Françoise della Faille minaude.
— Thé ou café ?
— Café.
Raf me suit.
— Café pour moi aussi.
Ce matin, j’ai rassemblé les restes de Nabilla et les ai fourrés dans un sac en plastique. Ensuite, j’ai nettoyé les traces de son agonie. Je m’étais habitué à sa présence. Même l’odeur de merde qu’elle charriait ne me dérangeait plus.
Quand elle m’apercevait, elle venait frapper à la vitre et caquetait d’impatience. Je sortais pour lui refiler de vieilles croûtes de pain, des restes de pâtes, tout ce qui me tombait sous la main. Elle picorait mes godasses, attrapait mes lacets.
Elle était un lien vivant entre Camille et moi, un de nos sujets d’hilarité.

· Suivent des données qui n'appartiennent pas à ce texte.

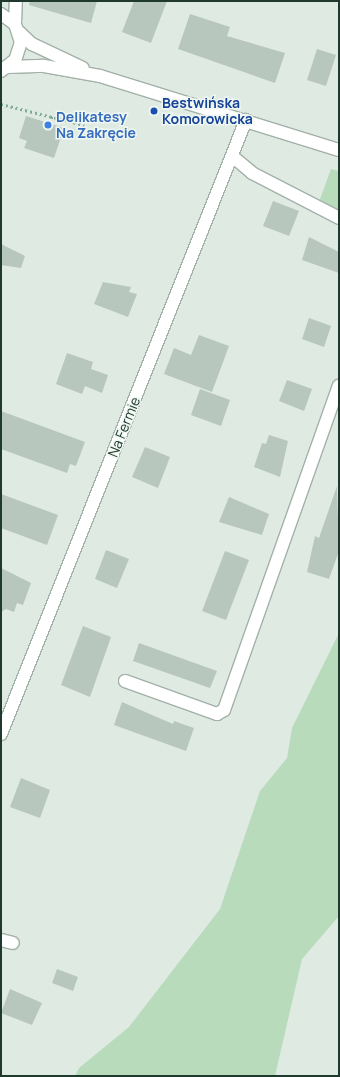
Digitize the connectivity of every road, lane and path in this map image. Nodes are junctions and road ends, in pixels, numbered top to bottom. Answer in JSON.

Une boniche old school débarque avec un plateau chargé de vaisselle en porcelaine.
Les della Faille habitent un manoir digne de Gatsby le Magnifique, avec vue sur le lac de Genval. Ma mère dirait qu’ils forment una coppia armoniosa.
Jean-Charles, la cinquantaine fringante, est grand et élancé. Son air sérieux, ses tempes grisonnantes et ses lunettes d’intello feraient fureur sur une affiche électorale.
Françoise paraît dix ans de moins que lui. Pantalon blanc, allure zen, mensurations avantageuses, elle semble perdue sur son nuage. Je l’imagine donnant des cours de watsu à des wonder women stressées.